### What the exercise asks
From the entries below, copy every line where the string "Dadaloğlu" appears.

Saved entries
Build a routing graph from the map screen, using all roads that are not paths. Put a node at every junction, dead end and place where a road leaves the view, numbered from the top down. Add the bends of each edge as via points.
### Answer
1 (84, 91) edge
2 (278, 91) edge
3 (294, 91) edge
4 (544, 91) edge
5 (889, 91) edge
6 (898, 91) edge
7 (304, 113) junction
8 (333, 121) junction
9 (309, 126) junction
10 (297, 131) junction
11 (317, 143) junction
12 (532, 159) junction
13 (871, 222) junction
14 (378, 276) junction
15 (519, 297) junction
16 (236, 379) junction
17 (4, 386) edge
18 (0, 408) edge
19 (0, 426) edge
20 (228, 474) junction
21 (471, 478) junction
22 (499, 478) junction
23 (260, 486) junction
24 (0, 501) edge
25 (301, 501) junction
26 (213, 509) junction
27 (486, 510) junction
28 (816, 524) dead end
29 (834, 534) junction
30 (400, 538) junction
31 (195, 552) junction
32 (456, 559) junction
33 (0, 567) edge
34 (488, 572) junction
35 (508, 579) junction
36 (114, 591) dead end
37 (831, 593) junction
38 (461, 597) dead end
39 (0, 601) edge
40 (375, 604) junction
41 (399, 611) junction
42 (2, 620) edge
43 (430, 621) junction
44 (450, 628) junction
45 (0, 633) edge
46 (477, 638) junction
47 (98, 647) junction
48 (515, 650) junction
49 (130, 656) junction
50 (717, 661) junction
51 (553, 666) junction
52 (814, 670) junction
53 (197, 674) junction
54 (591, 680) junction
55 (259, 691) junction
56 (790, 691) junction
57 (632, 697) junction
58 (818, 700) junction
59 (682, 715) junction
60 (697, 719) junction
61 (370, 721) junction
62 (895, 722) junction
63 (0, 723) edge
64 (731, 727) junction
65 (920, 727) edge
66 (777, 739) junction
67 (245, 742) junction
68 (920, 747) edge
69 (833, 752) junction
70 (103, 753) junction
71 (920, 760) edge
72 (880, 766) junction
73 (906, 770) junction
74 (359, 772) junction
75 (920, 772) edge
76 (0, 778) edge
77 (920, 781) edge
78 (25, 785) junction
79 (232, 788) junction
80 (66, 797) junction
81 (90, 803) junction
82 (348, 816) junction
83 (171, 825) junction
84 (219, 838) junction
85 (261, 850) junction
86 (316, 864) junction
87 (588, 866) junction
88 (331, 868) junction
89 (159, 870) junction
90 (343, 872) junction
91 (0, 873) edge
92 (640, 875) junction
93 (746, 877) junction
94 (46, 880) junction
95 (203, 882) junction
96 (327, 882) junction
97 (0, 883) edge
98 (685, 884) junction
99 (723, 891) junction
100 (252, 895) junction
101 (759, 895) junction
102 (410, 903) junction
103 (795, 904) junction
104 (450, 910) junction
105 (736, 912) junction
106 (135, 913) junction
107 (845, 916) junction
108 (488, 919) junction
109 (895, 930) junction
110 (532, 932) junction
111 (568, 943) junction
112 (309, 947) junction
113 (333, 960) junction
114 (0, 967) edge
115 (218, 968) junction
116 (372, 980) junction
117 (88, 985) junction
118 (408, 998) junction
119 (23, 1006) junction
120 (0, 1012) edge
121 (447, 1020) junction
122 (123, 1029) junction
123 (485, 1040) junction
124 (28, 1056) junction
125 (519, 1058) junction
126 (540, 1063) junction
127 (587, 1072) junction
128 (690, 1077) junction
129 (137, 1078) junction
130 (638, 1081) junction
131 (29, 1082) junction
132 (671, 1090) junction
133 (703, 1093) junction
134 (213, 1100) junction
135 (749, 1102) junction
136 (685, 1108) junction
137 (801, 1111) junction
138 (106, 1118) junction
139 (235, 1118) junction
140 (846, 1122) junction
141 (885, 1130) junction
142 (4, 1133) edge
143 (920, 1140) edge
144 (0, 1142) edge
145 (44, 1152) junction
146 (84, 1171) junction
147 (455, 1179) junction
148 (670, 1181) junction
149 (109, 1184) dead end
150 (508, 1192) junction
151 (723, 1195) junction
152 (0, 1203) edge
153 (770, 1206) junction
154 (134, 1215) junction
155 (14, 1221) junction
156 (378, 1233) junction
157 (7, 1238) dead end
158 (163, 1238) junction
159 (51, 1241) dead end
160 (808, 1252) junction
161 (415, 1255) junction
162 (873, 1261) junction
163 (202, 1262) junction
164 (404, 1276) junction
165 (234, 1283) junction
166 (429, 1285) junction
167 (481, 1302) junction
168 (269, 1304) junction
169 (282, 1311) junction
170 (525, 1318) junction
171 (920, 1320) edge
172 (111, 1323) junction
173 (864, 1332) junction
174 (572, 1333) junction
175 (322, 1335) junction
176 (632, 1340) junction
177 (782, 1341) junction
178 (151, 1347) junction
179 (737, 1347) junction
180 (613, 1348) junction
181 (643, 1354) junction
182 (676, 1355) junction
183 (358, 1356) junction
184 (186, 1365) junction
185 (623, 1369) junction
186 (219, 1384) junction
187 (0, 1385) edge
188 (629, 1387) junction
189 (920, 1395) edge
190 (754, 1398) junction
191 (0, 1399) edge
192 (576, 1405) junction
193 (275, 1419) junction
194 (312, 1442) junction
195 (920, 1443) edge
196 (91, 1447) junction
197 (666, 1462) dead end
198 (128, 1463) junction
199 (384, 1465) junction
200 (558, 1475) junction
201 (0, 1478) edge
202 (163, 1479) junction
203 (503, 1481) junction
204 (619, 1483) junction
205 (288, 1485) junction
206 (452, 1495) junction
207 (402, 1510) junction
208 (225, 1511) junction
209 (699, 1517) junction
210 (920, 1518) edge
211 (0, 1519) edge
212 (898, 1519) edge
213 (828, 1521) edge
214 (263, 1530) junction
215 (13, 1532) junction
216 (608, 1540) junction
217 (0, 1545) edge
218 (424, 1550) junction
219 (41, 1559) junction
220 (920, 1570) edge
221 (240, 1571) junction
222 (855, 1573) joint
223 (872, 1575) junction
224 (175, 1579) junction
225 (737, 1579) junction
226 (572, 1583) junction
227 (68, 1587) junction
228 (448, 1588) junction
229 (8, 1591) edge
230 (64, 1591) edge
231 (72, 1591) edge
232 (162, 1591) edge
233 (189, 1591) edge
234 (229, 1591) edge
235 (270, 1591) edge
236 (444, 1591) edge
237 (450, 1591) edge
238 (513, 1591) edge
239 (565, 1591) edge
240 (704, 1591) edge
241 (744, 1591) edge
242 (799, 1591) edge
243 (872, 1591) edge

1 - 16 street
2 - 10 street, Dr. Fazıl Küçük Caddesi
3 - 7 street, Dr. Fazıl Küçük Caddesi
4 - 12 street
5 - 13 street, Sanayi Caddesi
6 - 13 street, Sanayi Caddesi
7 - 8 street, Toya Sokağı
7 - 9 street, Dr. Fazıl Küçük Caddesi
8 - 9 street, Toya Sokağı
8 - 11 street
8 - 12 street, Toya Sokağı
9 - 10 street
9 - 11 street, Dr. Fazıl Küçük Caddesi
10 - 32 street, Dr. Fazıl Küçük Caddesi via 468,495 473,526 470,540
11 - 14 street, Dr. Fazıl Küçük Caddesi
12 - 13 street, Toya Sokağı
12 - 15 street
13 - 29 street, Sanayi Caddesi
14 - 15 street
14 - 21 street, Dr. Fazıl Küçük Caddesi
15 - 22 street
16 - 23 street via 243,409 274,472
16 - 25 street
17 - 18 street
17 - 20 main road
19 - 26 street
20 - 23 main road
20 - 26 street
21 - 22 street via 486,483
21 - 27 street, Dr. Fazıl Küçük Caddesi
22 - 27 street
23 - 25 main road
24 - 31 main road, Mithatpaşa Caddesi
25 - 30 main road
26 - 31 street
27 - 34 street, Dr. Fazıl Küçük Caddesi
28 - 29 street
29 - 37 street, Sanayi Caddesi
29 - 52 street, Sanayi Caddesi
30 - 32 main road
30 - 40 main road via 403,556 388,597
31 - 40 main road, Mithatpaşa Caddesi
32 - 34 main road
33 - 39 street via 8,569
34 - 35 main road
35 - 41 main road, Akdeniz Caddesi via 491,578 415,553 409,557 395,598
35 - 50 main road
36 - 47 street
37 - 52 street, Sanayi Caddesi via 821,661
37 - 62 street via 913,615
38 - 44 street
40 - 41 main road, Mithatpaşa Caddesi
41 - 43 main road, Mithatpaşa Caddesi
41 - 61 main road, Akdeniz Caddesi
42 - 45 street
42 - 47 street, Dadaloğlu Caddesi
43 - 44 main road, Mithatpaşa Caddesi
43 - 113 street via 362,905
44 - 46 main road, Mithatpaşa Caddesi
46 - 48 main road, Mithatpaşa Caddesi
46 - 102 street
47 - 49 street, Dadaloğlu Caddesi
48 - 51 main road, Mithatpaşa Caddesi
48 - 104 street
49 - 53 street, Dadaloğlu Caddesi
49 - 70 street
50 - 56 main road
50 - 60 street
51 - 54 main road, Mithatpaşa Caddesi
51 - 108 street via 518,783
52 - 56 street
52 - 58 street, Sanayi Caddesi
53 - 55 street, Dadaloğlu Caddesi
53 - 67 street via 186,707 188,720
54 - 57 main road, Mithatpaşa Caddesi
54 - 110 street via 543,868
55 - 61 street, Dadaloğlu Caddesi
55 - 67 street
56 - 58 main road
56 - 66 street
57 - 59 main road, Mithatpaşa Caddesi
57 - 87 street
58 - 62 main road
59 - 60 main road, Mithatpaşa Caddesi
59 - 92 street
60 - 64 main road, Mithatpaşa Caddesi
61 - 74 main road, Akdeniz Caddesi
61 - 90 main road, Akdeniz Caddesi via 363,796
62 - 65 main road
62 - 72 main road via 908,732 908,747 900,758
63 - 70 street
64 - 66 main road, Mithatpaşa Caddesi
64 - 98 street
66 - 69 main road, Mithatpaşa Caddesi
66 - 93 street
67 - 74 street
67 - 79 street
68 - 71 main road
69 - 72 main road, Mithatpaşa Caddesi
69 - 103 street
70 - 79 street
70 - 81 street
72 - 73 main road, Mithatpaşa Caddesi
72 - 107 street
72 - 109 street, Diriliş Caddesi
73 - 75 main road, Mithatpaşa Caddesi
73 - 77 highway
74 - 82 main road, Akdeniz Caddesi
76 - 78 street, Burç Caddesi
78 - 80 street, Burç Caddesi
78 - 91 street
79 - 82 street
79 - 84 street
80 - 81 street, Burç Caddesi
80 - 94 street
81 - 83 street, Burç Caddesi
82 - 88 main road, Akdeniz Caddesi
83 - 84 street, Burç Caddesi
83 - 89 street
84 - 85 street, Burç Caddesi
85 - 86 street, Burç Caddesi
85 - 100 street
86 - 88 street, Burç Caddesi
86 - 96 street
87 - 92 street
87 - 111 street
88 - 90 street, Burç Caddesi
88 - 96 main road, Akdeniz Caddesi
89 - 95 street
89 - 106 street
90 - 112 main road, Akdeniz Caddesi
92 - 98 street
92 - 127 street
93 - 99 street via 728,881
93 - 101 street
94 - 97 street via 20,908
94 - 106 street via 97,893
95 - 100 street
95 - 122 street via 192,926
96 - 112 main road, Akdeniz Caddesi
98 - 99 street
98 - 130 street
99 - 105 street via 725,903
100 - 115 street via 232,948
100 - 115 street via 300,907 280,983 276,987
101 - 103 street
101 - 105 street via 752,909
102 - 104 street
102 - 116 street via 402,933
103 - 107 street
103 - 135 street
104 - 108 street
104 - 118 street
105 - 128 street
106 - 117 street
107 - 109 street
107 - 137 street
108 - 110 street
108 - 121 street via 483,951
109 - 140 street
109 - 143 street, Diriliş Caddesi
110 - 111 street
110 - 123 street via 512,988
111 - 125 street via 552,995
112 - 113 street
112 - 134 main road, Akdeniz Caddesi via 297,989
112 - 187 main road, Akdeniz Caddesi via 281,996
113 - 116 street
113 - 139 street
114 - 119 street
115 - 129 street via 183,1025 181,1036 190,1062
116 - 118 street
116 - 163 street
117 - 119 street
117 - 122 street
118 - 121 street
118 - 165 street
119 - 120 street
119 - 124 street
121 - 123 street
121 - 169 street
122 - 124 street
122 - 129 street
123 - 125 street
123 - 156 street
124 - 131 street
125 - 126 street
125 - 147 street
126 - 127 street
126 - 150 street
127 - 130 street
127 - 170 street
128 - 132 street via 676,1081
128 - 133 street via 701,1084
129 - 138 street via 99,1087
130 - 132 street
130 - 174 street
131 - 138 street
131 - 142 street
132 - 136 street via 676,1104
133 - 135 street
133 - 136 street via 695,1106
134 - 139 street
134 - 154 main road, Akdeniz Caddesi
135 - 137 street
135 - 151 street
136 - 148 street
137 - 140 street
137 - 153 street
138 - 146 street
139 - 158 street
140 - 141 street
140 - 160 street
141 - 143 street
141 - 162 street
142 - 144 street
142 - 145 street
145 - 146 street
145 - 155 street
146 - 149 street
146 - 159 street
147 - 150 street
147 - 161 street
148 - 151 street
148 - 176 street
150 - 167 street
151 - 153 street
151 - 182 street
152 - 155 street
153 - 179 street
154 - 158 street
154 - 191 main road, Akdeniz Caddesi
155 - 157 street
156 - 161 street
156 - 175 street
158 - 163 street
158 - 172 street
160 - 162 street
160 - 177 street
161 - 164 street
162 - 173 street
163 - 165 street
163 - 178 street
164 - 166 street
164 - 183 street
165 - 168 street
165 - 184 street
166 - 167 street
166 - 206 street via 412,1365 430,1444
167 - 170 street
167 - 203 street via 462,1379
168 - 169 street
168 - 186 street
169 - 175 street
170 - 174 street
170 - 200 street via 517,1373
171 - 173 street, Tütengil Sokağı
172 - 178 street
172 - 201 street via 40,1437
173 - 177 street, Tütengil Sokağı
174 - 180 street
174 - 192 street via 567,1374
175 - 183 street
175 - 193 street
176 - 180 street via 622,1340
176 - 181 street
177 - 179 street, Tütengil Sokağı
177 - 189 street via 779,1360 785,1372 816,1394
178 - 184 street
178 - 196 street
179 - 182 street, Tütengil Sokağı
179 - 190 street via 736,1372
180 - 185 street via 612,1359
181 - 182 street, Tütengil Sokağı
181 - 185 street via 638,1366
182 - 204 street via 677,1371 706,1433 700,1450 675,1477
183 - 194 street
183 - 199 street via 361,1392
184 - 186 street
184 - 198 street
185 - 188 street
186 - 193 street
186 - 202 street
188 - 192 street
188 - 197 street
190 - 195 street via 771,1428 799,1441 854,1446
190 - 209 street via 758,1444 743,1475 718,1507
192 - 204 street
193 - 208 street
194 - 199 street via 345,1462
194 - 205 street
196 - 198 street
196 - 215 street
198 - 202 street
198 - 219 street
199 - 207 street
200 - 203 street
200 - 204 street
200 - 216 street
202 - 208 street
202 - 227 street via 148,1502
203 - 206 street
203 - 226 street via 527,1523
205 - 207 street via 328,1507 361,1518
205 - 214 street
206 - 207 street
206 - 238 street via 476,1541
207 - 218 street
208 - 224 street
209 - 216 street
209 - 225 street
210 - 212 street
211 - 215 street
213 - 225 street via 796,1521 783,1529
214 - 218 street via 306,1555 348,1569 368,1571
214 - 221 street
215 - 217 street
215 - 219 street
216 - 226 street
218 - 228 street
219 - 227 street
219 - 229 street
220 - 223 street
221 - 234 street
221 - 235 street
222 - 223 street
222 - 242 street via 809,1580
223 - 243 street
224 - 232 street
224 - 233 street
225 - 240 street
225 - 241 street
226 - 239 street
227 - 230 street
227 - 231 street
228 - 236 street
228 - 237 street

### Answer to the problem
42 - 47 street, Dadaloğlu Caddesi
47 - 49 street, Dadaloğlu Caddesi
49 - 53 street, Dadaloğlu Caddesi
53 - 55 street, Dadaloğlu Caddesi
55 - 61 street, Dadaloğlu Caddesi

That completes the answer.